Publié le par Rosalie210

Ariane Mnouchkine (1978)

Molière ou la vie d'un honnête homme

"Molière ou la vie d'un honnête homme" qui totalise quatre heures (en version cinéma avec deux époques de deux heures, il existe aussi une version en épisodes télévisés de cinq fois une heure) est l'équivalent cinématographique du haut-relief de l'Arc de Triomphe "La Marseillaise" de François Rude: ces deux monuments historiques avec leurs visages si expressifs saisis dans la pierre/le nitrate d'argent sont traversées par un souffle épique saisissant et intense sur lesquels le temps n'a pas de prise. D'ailleurs s'il y a une chose qui définit la fresque monumentale que Ariane Mnouchkine a consacrée au prince de la comédie à la fin des années 70 c'est paradoxalement sa légèreté et son dynamisme. Ce "Molière" est une ode au mouvement avec de nombreuses scènes d'itinérance utilisant une diagonale qui accentue la profondeur de champ dans des paysages superbes. Dans ces scènes en particulier, le vent joue un rôle essentiel. D'ailleurs, l'une de celles qui m'était le mieux resté en mémoire montre le théâtre de la troupe Dufresne jouant en plein air emporté par le vent, poursuivi par la troupe de Molière jusqu'au bord d'un précipice. Ce n'est pas non plus un hasard si le crasseux et obscurantiste maître d'école rejette les grands principes de la circulation qui venaient alors d'être découvert par Harvey à l'échelle de l'homme (la circulation sanguine) et par Galilée à l'échelle de l'univers (la rotation des planètes autour du soleil).

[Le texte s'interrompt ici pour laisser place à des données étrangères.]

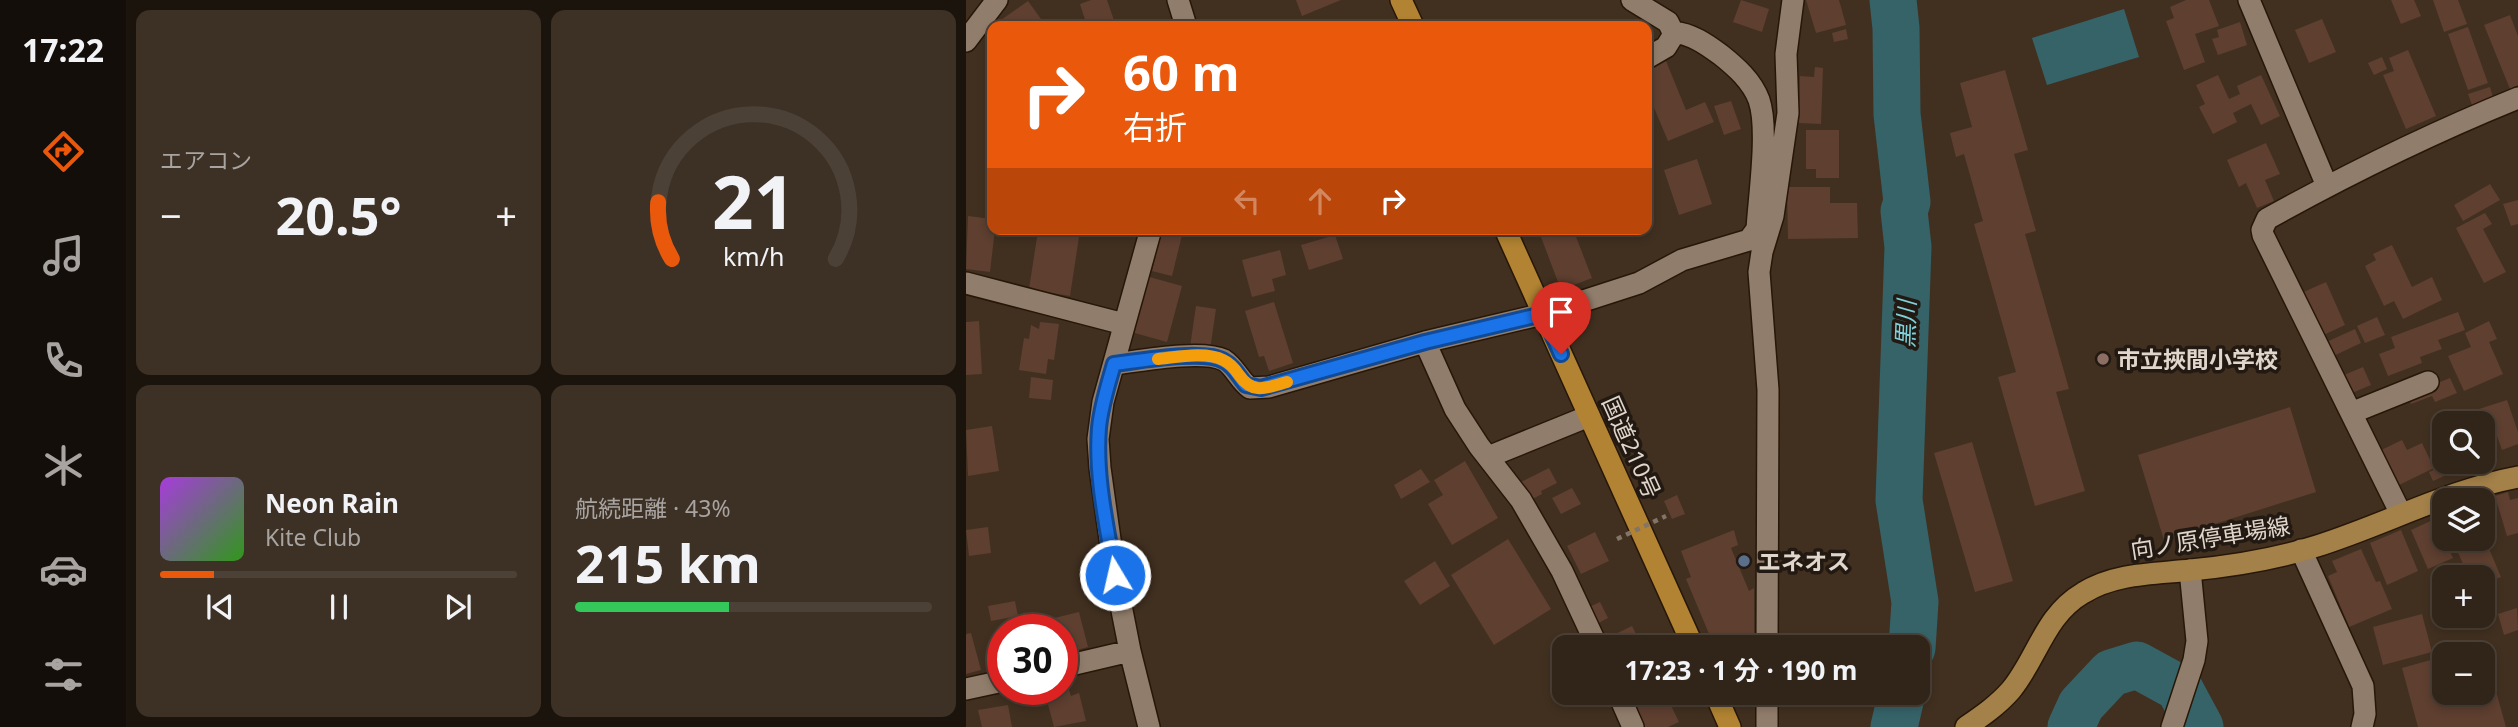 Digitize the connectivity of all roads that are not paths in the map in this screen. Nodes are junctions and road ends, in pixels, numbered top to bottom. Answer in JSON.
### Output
{"nodes":[{"id":1,"x":997,"y":0,"type":"edge"},
{"id":2,"x":1178,"y":0,"type":"edge"},
{"id":3,"x":1401,"y":0,"type":"edge"},
{"id":4,"x":1632,"y":0,"type":"edge"},
{"id":5,"x":1794,"y":0,"type":"edge"},
{"id":6,"x":2249,"y":0,"type":"edge"},
{"id":7,"x":1184,"y":21,"type":"edge"},
{"id":8,"x":1411,"y":21,"type":"edge"},
{"id":9,"x":1673,"y":32,"type":"junction"},
{"id":10,"x":966,"y":41,"type":"edge"},
{"id":11,"x":1652,"y":55,"type":"edge"},
{"id":12,"x":2518,"y":98,"type":"edge"},
{"id":13,"x":2327,"y":186,"type":"junction"},
{"id":14,"x":1150,"y":235,"type":"edge"},
{"id":15,"x":1508,"y":235,"type":"edge"},
{"id":16,"x":1758,"y":241,"type":"junction"},
{"id":17,"x":966,"y":283,"type":"edge"},
{"id":18,"x":1543,"y":314,"type":"junction"},
{"id":19,"x":1124,"y":324,"type":"junction"},
{"id":20,"x":1425,"y":342,"type":"junction"},
{"id":21,"x":1114,"y":364,"type":"junction"},
{"id":22,"x":2428,"y":382,"type":"dead end"},
{"id":23,"x":2351,"y":413,"type":"junction"},
{"id":24,"x":1589,"y":416,"type":"junction"},
{"id":25,"x":1488,"y":457,"type":"junction"},
{"id":26,"x":2518,"y":477,"type":"edge"},
{"id":27,"x":2401,"y":514,"type":"junction"},
{"id":28,"x":2301,"y":550,"type":"junction"},
{"id":29,"x":2190,"y":570,"type":"junction"},
{"id":30,"x":1592,"y":635,"type":"edge"},
{"id":31,"x":1688,"y":635,"type":"edge"},
{"id":32,"x":1767,"y":635,"type":"edge"},
{"id":33,"x":1130,"y":651,"type":"junction"},
{"id":34,"x":1078,"y":663,"type":"edge"},
{"id":35,"x":987,"y":684,"type":"edge"},
{"id":36,"x":966,"y":689,"type":"edge"},
{"id":37,"x":1623,"y":705,"type":"edge"},
{"id":38,"x":1720,"y":705,"type":"edge"},
{"id":39,"x":1767,"y":705,"type":"edge"},
{"id":40,"x":1149,"y":727,"type":"edge"},
{"id":41,"x":1633,"y":727,"type":"edge"},
{"id":42,"x":1730,"y":727,"type":"edge"},
{"id":43,"x":1767,"y":727,"type":"edge"},
{"id":44,"x":1966,"y":727,"type":"edge"},
{"id":45,"x":2172,"y":727,"type":"edge"},
{"id":46,"x":2362,"y":727,"type":"edge"}],
"edges":[{"from":1,"to":10,"type":"street"},
{"from":2,"to":7,"type":"street"},
{"from":3,"to":8,"type":"highway"},
{"from":4,"to":9,"type":"street"},
{"from":5,"to":16,"type":"street"},
{"from":6,"to":13,"type":"street"},
{"from":9,"to":11,"type":"street"},
{"from":9,"to":16,"type":"street"},
{"from":12,"to":13,"type":"street"},
{"from":13,"to":23,"type":"street"},
{"from":14,"to":19,"type":"street"},
{"from":15,"to":18,"type":"highway","name":"国道210号"},
{"from":16,"to":18,"type":"street"},
{"from":16,"to":32,"type":"street"},
{"from":17,"to":19,"type":"street"},
{"from":18,"to":20,"type":"street"},
{"from":18,"to":24,"type":"highway","name":"国道210号"},
{"from":19,"to":21,"type":"street"},
{"from":20,"to":21,"type":"street"},
{"from":20,"to":25,"type":"street"},
{"from":21,"to":33,"type":"street"},
{"from":22,"to":23,"type":"street"},
{"from":23,"to":27,"type":"street"},
{"from":24,"to":25,"type":"street"},
{"from":24,"to":31,"type":"highway","name":"国道210号"},
{"from":25,"to":30,"type":"street"},
{"from":26,"to":27,"type":"main road","name":"向ノ原停車場線"},
{"from":27,"to":28,"type":"main road","name":"向ノ原停車場線"},
{"from":28,"to":29,"type":"main road","name":"向ノ原停車場線"},
{"from":28,"to":46,"type":"street"},
{"from":29,"to":44,"type":"main road","name":"向ノ原停車場線"},
{"from":29,"to":45,"type":"street"},
{"from":33,"to":34,"type":"street"},
{"from":33,"to":40,"type":"street"},
{"from":35,"to":36,"type":"street"},
{"from":37,"to":41,"type":"street"},
{"from":38,"to":42,"type":"highway"},
{"from":39,"to":43,"type":"street"}]} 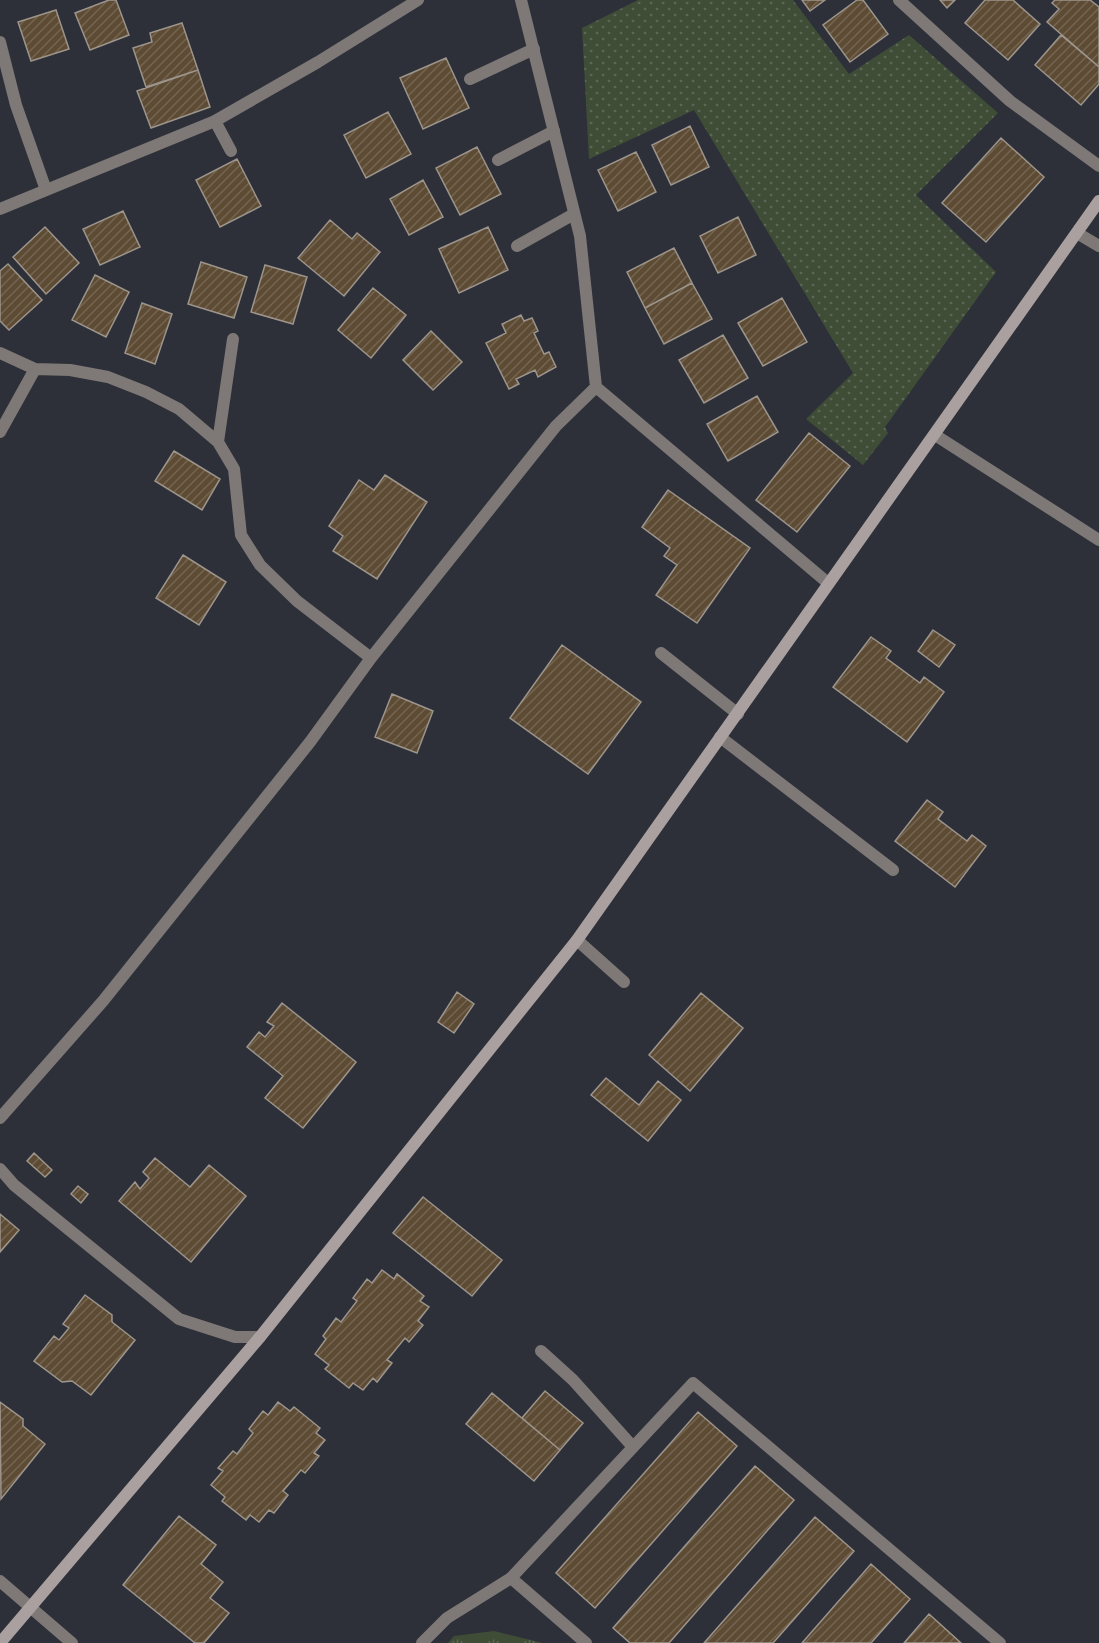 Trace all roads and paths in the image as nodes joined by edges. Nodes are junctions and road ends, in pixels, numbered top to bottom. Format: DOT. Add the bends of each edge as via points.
graph roads {
  1 [pos="418,0"];
  2 [pos="521,0"];
  3 [pos="899,0"];
  4 [pos="0,42"];
  5 [pos="534,49"];
  6 [pos="470,79"];
  7 [pos="215,121"];
  8 [pos="554,131"];
  9 [pos="231,151"];
  10 [pos="498,160"];
  11 [pos="1099,166"];
  12 [pos="46,190"];
  13 [pos="1099,201"];
  14 [pos="0,209"];
  15 [pos="574,214"];
  16 [pos="1077,233"];
  17 [pos="517,246"];
  18 [pos="1099,246"];
  19 [pos="233,339"];
  20 [pos="0,353"];
  21 [pos="34,369"];
  22 [pos="596,387"];
  23 [pos="0,432"];
  24 [pos="935,435"];
  25 [pos="218,442"];
  26 [pos="1099,540"];
  27 [pos="828,583"];
  28 [pos="661,653"];
  29 [pos="371,658"];
  30 [pos="738,714"];
  31 [pos="720,737"];
  32 [pos="893,870"];
  33 [pos="577,940"];
  34 [pos="624,982"];
  35 [pos="0,1118"];
  36 [pos="0,1168"];
  37 [pos="260,1337"];
  38 [pos="541,1351"];
  39 [pos="633,1448"];
  40 [pos="511,1578"];
  41 [pos="0,1581"];
  42 [pos="31,1607"];
  43 [pos="0,1643"];
  44 [pos="72,1643"];
  45 [pos="423,1643"];
  46 [pos="586,1643"];
  47 [pos="1000,1643"];
  1 -- 7 [label="street"];
  2 -- 5 [label="street"];
  3 -- 11 [label="street" via="1010,101"];
  4 -- 12 [label="street" via="16,105"];
  5 -- 6 [label="street"];
  5 -- 8 [label="street"];
  7 -- 9 [label="street"];
  7 -- 12 [label="street"];
  8 -- 10 [label="street"];
  8 -- 15 [label="street"];
  12 -- 14 [label="street"];
  13 -- 16 [label="street"];
  15 -- 17 [label="street"];
  15 -- 22 [label="street" via="580,236"];
  16 -- 18 [label="street"];
  16 -- 24 [label="street"];
  19 -- 25 [label="street"];
  20 -- 21 [label="street"];
  21 -- 23 [label="street"];
  21 -- 25 [label="street" via="108,377 146,392 179,409"];
  22 -- 27 [label="street"];
  22 -- 29 [label="street" via="556,426"];
  24 -- 26 [label="street"];
  24 -- 27 [label="street"];
  25 -- 29 [label="street" via="234,468 241,536 260,565 297,601"];
  27 -- 30 [label="street"];
  28 -- 30 [label="street"];
  29 -- 35 [label="street" via="310,742 110,992"];
  30 -- 31 [label="street"];
  31 -- 32 [label="street"];
  31 -- 33 [label="street"];
  33 -- 34 [label="street"];
  33 -- 37 [label="street"];
  36 -- 37 [label="street" via="14,1185 179,1319 235,1337"];
  37 -- 42 [label="street"];
  38 -- 39 [label="street" via="573,1380"];
  39 -- 40 [label="street"];
  39 -- 47 [label="street" via="693,1383"];
  40 -- 45 [label="street" via="447,1618"];
  40 -- 46 [label="street"];
  41 -- 42 [label="street"];
  42 -- 43 [label="street"];
  42 -- 44 [label="street"];
} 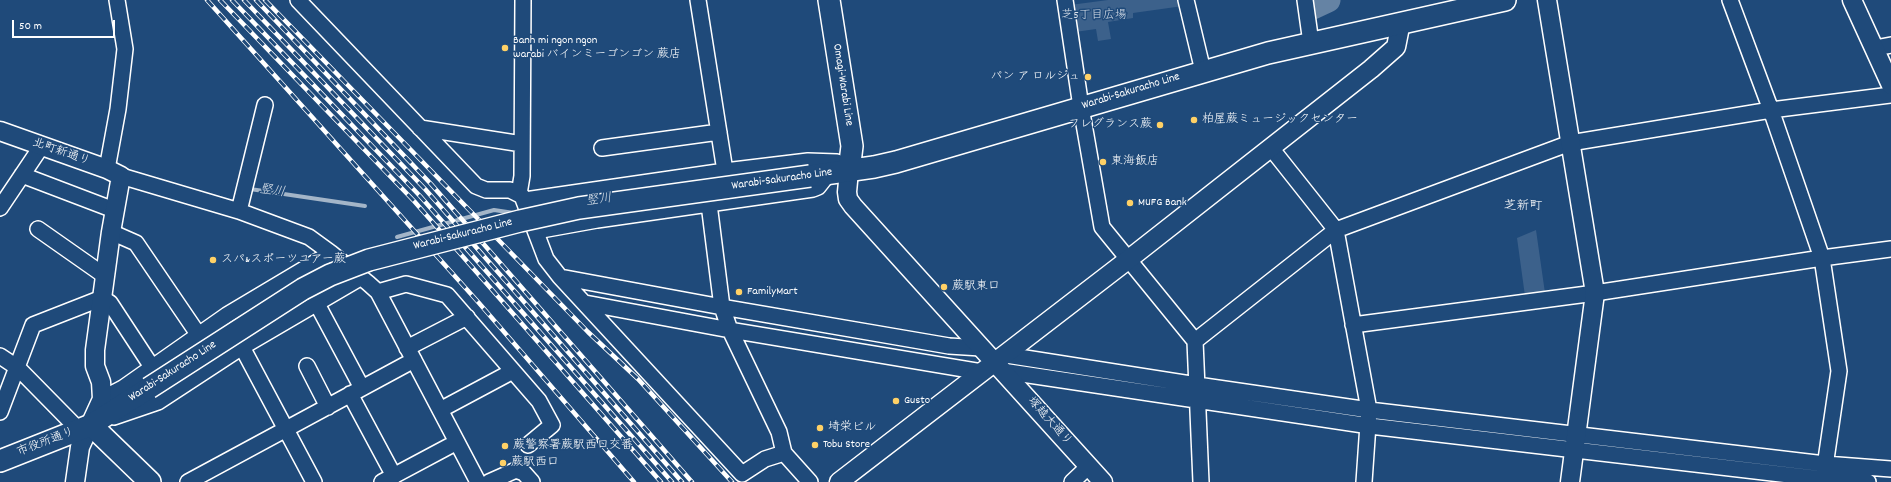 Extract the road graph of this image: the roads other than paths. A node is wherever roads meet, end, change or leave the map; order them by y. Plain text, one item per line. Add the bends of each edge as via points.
1 (117, 0) edge
2 (298, 0) edge
3 (524, 0) edge
4 (698, 0) edge
5 (829, 0) edge
6 (1065, 0) edge
7 (1186, 0) edge
8 (1305, 0) edge
9 (1505, 0) edge
10 (1547, 0) edge
11 (1730, 0) edge
12 (1852, 0) edge
13 (1397, 25) junction
14 (1311, 42) junction
15 (1883, 47) edge
16 (1203, 71) junction
17 (1891, 85) edge
18 (1891, 95) edge
19 (265, 105) dead end
20 (1081, 107) junction
21 (1771, 110) junction
22 (420, 128) junction
23 (0, 131) edge
24 (719, 132) junction
25 (1570, 143) junction
26 (522, 144) junction
27 (41, 147) junction
28 (602, 148) dead end
29 (1271, 148) junction
30 (725, 171) junction
31 (849, 171) junction
32 (114, 173) junction
33 (819, 174) junction
34 (22, 175) junction
35 (522, 197) junction
36 (709, 204) junction
37 (0, 208) edge
38 (114, 210) junction
39 (239, 211) junction
40 (38, 230) dead end
41 (1336, 230) junction
42 (536, 231) junction
43 (111, 232) junction
44 (1891, 249) edge
45 (331, 252) junction
46 (1822, 258) junction
47 (1130, 259) junction
48 (105, 276) junction
49 (560, 277) junction
50 (360, 278) junction
51 (378, 292) junction
52 (1595, 293) junction
53 (102, 298) junction
54 (316, 302) junction
55 (585, 303) junction
56 (722, 307) junction
57 (467, 317) junction
58 (1353, 325) junction
59 (730, 330) junction
60 (198, 334) junction
61 (1195, 341) junction
62 (242, 347) junction
63 (981, 348) junction
64 (410, 354) junction
65 (0, 356) edge
66 (996, 365) junction
67 (307, 366) dead end
68 (152, 367) junction
69 (18, 368) junction
70 (513, 371) junction
71 (356, 391) junction
72 (1197, 392) junction
73 (102, 399) junction
74 (328, 407) junction
75 (440, 410) junction
76 (1369, 410) junction
77 (0, 412) edge
78 (1370, 426) junction
79 (85, 428) junction
80 (286, 430) junction
81 (457, 442) junction
82 (1576, 443) junction
83 (528, 445) dead end
84 (784, 453) junction
85 (0, 460) edge
86 (1089, 466) junction
87 (1891, 469) edge
88 (1824, 475) edge
89 (1751, 476) edge
90 (388, 479) edge
91 (75, 482) edge
92 (150, 482) edge
93 (188, 482) edge
94 (314, 482) edge
95 (478, 482) edge
96 (489, 482) edge
97 (532, 482) edge
98 (810, 482) edge
99 (839, 482) edge
100 (1072, 482) edge
101 (1103, 482) edge
102 (1201, 482) edge
103 (1364, 482) edge
104 (1570, 482) edge
105 (1868, 482) edge

1 - 32 street via 125,48
2 - 22 street
3 - 26 street
4 - 24 street
5 - 31 main road, Omagi-Warabi Line via 852,146
6 - 20 street
7 - 16 street
8 - 14 street
9 - 13 main road, Warabi-Sakuracho Line
10 - 25 street
11 - 21 street
12 - 15 street
13 - 14 main road, Warabi-Sakuracho Line
13 - 29 street via 1397,42 1392,51
14 - 16 main road, Warabi-Sakuracho Line
15 - 17 street
16 - 20 main road, Warabi-Sakuracho Line
18 - 21 street
19 - 39 street
20 - 31 main road, Warabi-Sakuracho Line via 896,162
20 - 47 street via 1102,227
21 - 25 street
21 - 46 street
22 - 26 street
22 - 35 street via 476,186 486,190 510,190
23 - 27 street, 北町新通り
24 - 28 street
24 - 30 street
25 - 41 street
25 - 52 street
26 - 35 street
27 - 32 street, 北町新通り
27 - 34 street
29 - 41 street
29 - 47 street
30 - 31 street via 808,161 837,162
30 - 35 street
31 - 33 main road, Warabi-Sakuracho Line
31 - 63 street, 塚越大通り via 847,192 853,206
32 - 38 street
32 - 39 street
33 - 36 street via 818,187 813,189
33 - 79 main road, Warabi-Sakuracho Line, bridge via 579,208 369,260 330,275 304,289
34 - 37 street
34 - 38 street
35 - 42 street
36 - 42 street
36 - 56 street
38 - 43 street
39 - 45 street via 309,237
40 - 48 street
41 - 58 street
41 - 61 street
42 - 49 street via 546,259
43 - 48 street
43 - 60 street via 136,243
44 - 46 street
45 - 50 street
45 - 60 street
46 - 52 street
46 - 88 street via 1840,371
47 - 61 street
47 - 66 street
48 - 53 street
49 - 55 street
49 - 56 street
50 - 51 street
50 - 54 street
51 - 57 street via 406,284 447,295
51 - 64 street
52 - 58 street
52 - 82 street
53 - 68 street via 110,303
53 - 69 street via 33,325
53 - 73 street via 96,350
54 - 62 street
54 - 71 street
55 - 59 street
55 - 84 street via 742,474 765,459
56 - 59 street
56 - 63 street via 949,346
57 - 64 street
57 - 70 street
58 - 76 street
59 - 66 street
59 - 84 street via 779,432
60 - 68 street
61 - 72 street
62 - 79 street via 158,402
62 - 80 street
63 - 66 street, 塚越大通り
64 - 71 street
64 - 75 street
65 - 69 street
66 - 72 street
66 - 86 street, 塚越大通り
66 - 99 street
67 - 74 street
68 - 73 street via 123,388
69 - 77 street
69 - 79 street
70 - 75 street
70 - 83 street via 539,401 552,425
71 - 74 street
71 - 90 street
72 - 76 street
72 - 78 street
72 - 102 street
73 - 79 street
74 - 80 street
75 - 81 street
76 - 78 street
76 - 82 street
78 - 82 street
78 - 103 street
79 - 85 main road, 市役所通り
79 - 91 street
79 - 92 main road
80 - 93 street
80 - 94 street
81 - 90 street
81 - 95 street
82 - 88 street
82 - 89 street
82 - 104 street
84 - 98 street
86 - 100 street
86 - 101 street, 塚越大通り
87 - 88 street
88 - 89 street
88 - 105 street
96 - 97 street via 516,470 524,473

Mais ce qui frappe l'esprit lorsqu'on regarde "Molière", c'est également l'importance de la terre (ou plus précisément de la boue) qui elle aussi est du voyage. En dépit de l'indéniable parfum de liberté et d'aventure picaresque qui accompagne la troupe mue également par une circulation du désir sur lesquels les dévots jettent l'opprobre faute de pouvoir le contrôler, la pénibilité, la dureté de cette époque ne nous est pas cachée. En parcourant les campagnes de France, les acteurs croisent des vagabonds mais aussi des paysans affamés qui mangent la viande crue de leurs chevaux. L'ombre de la grande faucheuse n'est jamais très loin, que ce soit au travers de la répression (morale et politique) d'un carnaval transformé en rébellion contre la religion et la pression fiscale (superbe morceau de bravoure là aussi) ou bien des maladies qui s'acharnent particulièrement sur les femmes et les enfants. Lorsque la troupe de Molière s'installe à Versailles et devient dépendante du roi, la sédentarisation s'accompagne elle aussi d'un paradoxe: c'est à la fois le temps de la gloire (les succès qui s'enchaînent) et le début de la fin avec la description de la mort au travail sur le corps de Molière qui se consume sous les différentes pressions dont il fait l'objet (haine des courtisans dont il raille les travers mais surtout des dévots redoutablement influents). Tout est prêt pour l'ultime scène-choc, celle de l'agonie de Molière après la quatrième représentation du "Malade imaginaire" sous l'égide du "King Arthur" de Purcell dans laquelle la troupe court encore mais n'avance plus: elle fait du sur-place, elle s'enlise alors que le maquillage de Molière se défait, non cette fois sous le poids de l'échec lorsqu'il essayait de se couler dans des habits qui n'étaient pas faits pour lui mais sous celui des fluides qui s'échappent de son corps et de sa mémoire qui rembobine les images marquantes de sa vie. Cette façon de travailler la matière organique comme de faire cohabiter harmonieusement les contraires d'une époque aussi glorieuse que miséreuse, aussi obscurantiste qu'éclairée est la marque des grands.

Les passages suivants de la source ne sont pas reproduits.